This Analyst Says a CRE-Driven Financial Meltdown Is Unlikely
CMBS delinquency rates are generally low compared to prior crises.
It is possible commercial real estate could negatively impact the banking sector and the financial markets, but that’s not really the most likely scenario.
“At this point, we’re not seeing that level of risk,” according to John Chang, Senior Vice President and National Director of Research and Advisory Service, Marcus & Millichap.
Speaking this week on his firm’s analyst video, Chang said, “And in all honesty, we’re already, hopefully, on the backside of the risk cycle.”
Chang described CMBS loan delinquency rates for all major CRE asset classes, comparing them to key time periods in the past 20 years or so.
“Although CMBS loans are not fully representative of all the lenders out there and yes, it’s possible there are banks with disproportionate amounts of risk, we just haven’t seen that much delinquency or distress in the commercial real estate market,” Chang said.
“Additionally, the FDIC and the Fed have provided guidelines enabling banks to work with their clients to extend loans or to create some other alternative to address maturing debt and reduce the risk to the banking sector.”
Chang said that given the fact that the economy is outperforming expectations and inflation has come down significantly, it’s widely believed that the Federal Reserve will begin to reduce rates this year, further backstopping the strength.
“So while a commercial real estate driven financial catastrophe is possible, the evidence just isn’t showing up in the property fundamentals and it’s not showing up in the mortgage delinquency rates,” according to Chang.
Marcus & Millichap said CMBS delinquency rates are generally low compared to prior crises.
Delinquent means that a payment is 30 or more days late, Chang said, and being 30 days late on a payment is a far cry from foreclosure.
The current CMBS delinquency rate for apartments is 2.6%. To put that in perspective, the average delinquency rate between 2016 and 2019 was just 2.4%, and that was when apartment performance was looking quite good, Chang said.
Multifamily delinquencies peaked in the pandemic era at just 4.5% and during the global financial crisis, delinquencies peaked at 16.9%.
The media is beating the negativity drum, Chang said, citing a recent article saying retail was facing a crisis.
Retail vacancy rates, however, are at or near a 20-year record low, while rent growth is on the upswing, according to Marcus & Millichap.
The current CMBS delinquency rate for retail is 6.3%, which is higher than multifamily, but retail generally has a higher delinquency rate than the multifamily sector.
The average delinquency rate for retail between 2016 and 2019 was 4.1%. Retail delinquencies peaked during the pandemic, basically when all the retail centers in the entire country were closed at 18.4%.
For hotels and lodging, hotel occupancy rates are almost back to pre-pandemic levels, but the average daily rate for hotels is up significantly, Chang said.
Full-service hotel nightly rates are 24% higher than before the pandemic while limited-service rates are 20% higher than before the pandemic.
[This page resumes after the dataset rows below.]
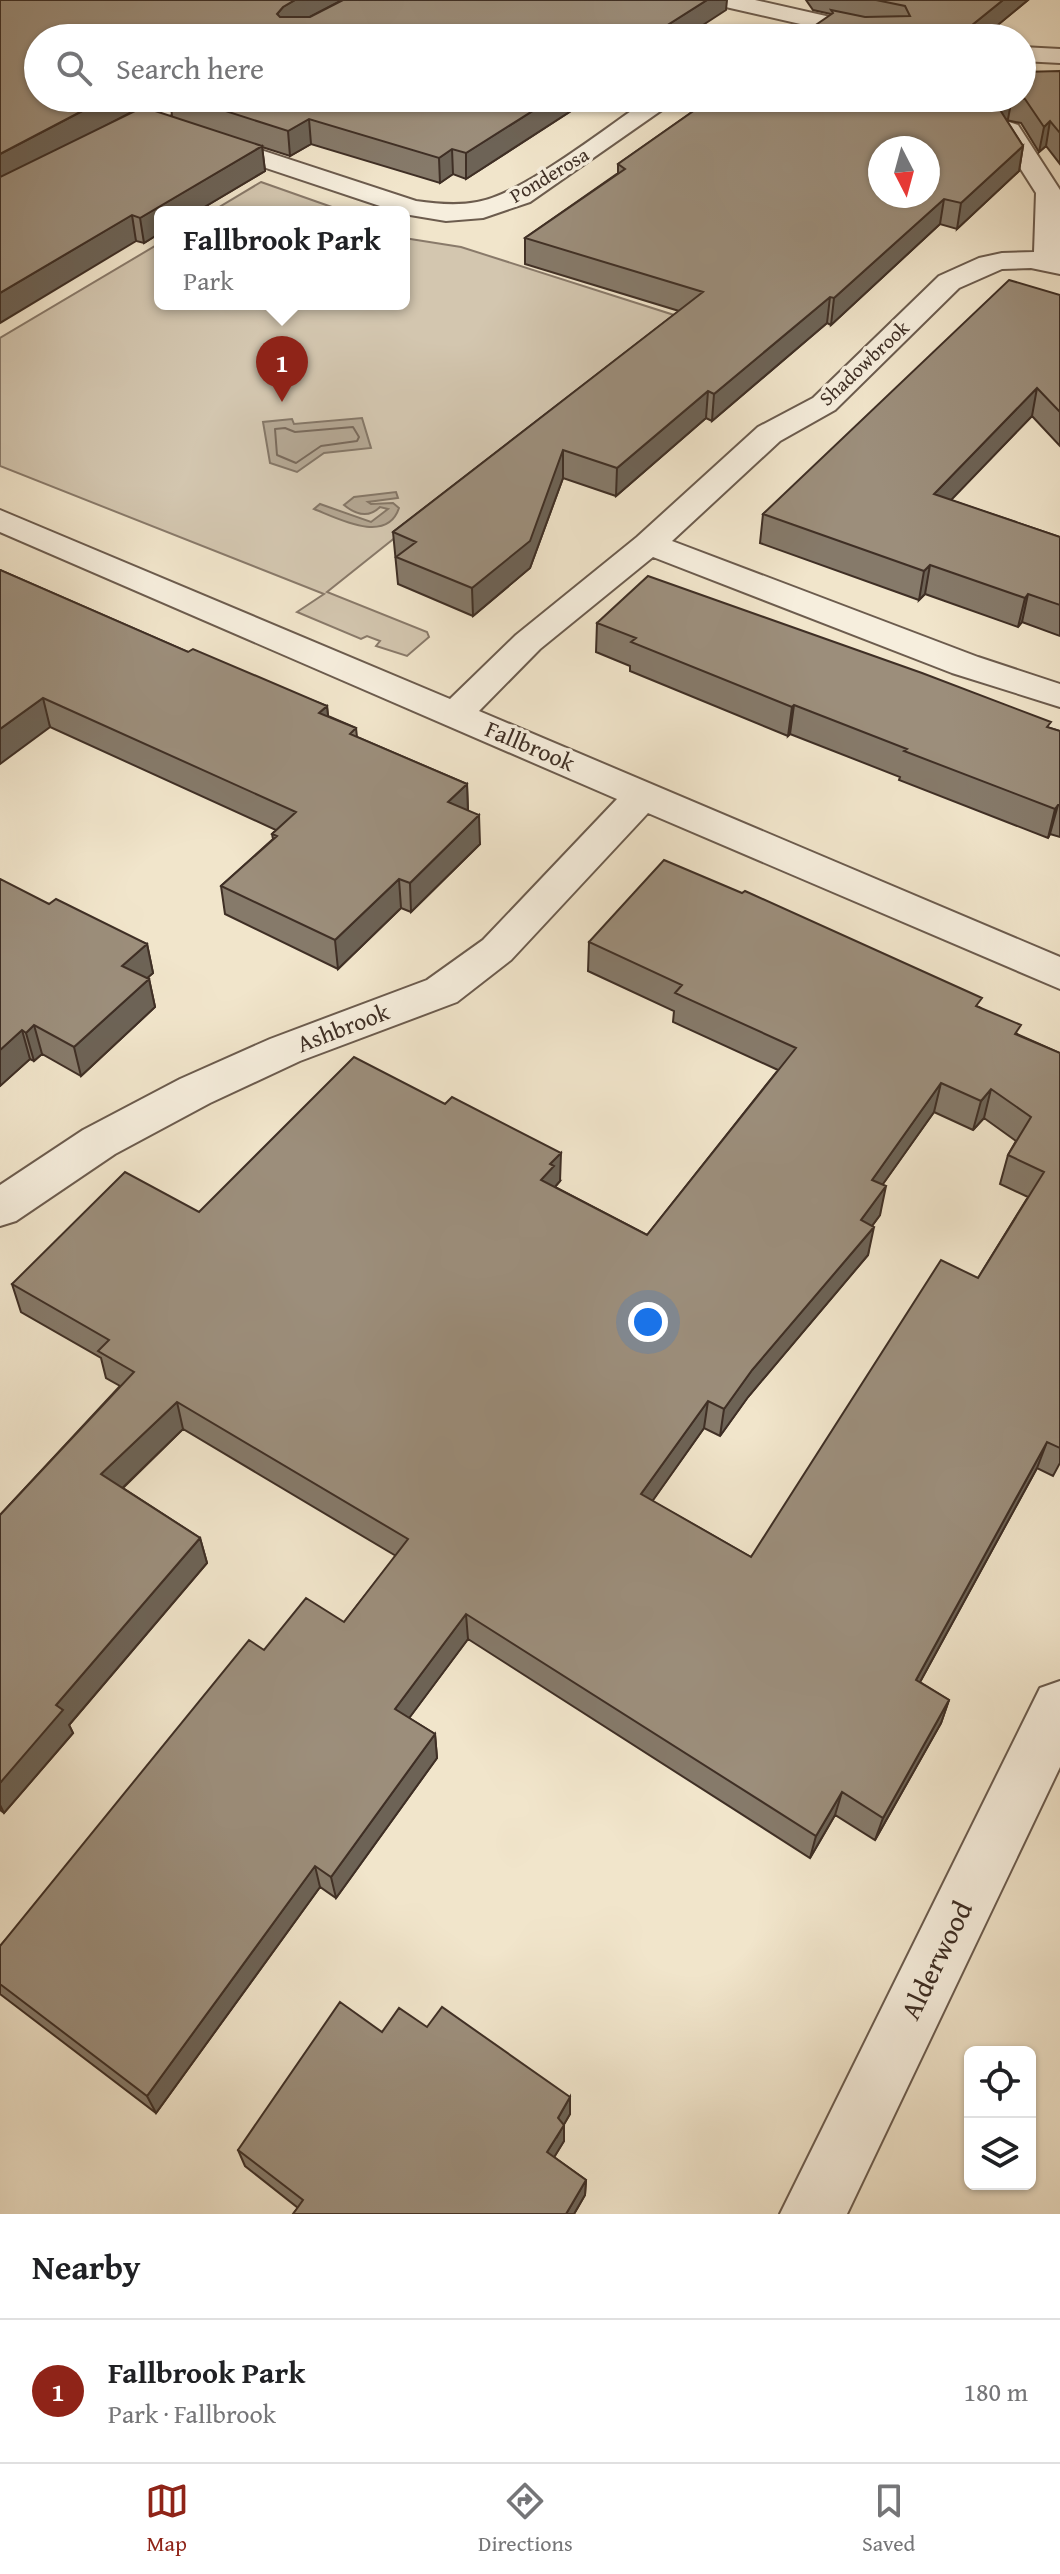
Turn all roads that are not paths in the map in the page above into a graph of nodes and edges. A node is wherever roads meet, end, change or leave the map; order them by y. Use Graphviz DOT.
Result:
graph roads {
  1 [pos="725,0"];
  2 [pos="815,0"];
  3 [pos="790,17"];
  4 [pos="778,24"];
  5 [pos="824,24"];
  6 [pos="1036,55"];
  7 [pos="1060,56"];
  8 [pos="156,112"];
  9 [pos="646,112"];
  10 [pos="143,119"];
  11 [pos="1009,130"];
  12 [pos="0,196"];
  13 [pos="406,206"];
  14 [pos="410,207"];
  15 [pos="1054,264"];
  16 [pos="0,520"];
  17 [pos="649,544"];
  18 [pos="1060,696"];
  19 [pos="455,714"];
  20 [pos="643,795"];
  21 [pos="1060,974"];
  22 [pos="0,1208"];
  23 [pos="1060,1707"];
  24 [pos="813,2214"];
  1 -- 3 [label="street"];
  2 -- 3 [label="street"];
  3 -- 4 [label="street"];
  3 -- 5 [label="street"];
  6 -- 7 [label="street"];
  8 -- 10 [label="street"];
  9 -- 14 [label="street, Ponderosa"];
  10 -- 12 [label="street"];
  10 -- 13 [label="street, Ponderosa"];
  11 -- 15 [label="street"];
  15 -- 17 [label="street, Shadowbrook"];
  16 -- 19 [label="street, Fallbrook"];
  17 -- 18 [label="street"];
  17 -- 19 [label="street, Shadowbrook"];
  19 -- 20 [label="street, Fallbrook"];
  20 -- 21 [label="street, Fallbrook"];
  20 -- 22 [label="street, Ashbrook"];
  23 -- 24 [label="street, Alderwood"];
}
The current lodging CMBS delinquency rate is 5.5% compared to the 2016 to 2019 average of 2.7%.
“But they’re dramatically lower than the peak during the pandemic when 24.3% of lodging loans were in delinquency,” Chang said. “Or the 19.5% lodging loan delinquency rate during the financial crisis.”
Office has been hit hard vacancy rates are at a record high while rents have been flat, at best.
So, surely office will demonstrate a real estate crisis, Chang said rhetorically. The current CMBS office loan delinquency rate is 6.3%, and the average between 2016 and 2019 was 5.1%. The average CMBS office loan delinquency rate in 2017 was 7.2%, higher than it is now. During the financial crisis, the office delinquency rate peaked at 10.7%.
The current CMBS delinquency rate for industrial is 0.4%, so that’s not newsworthy, Chang said.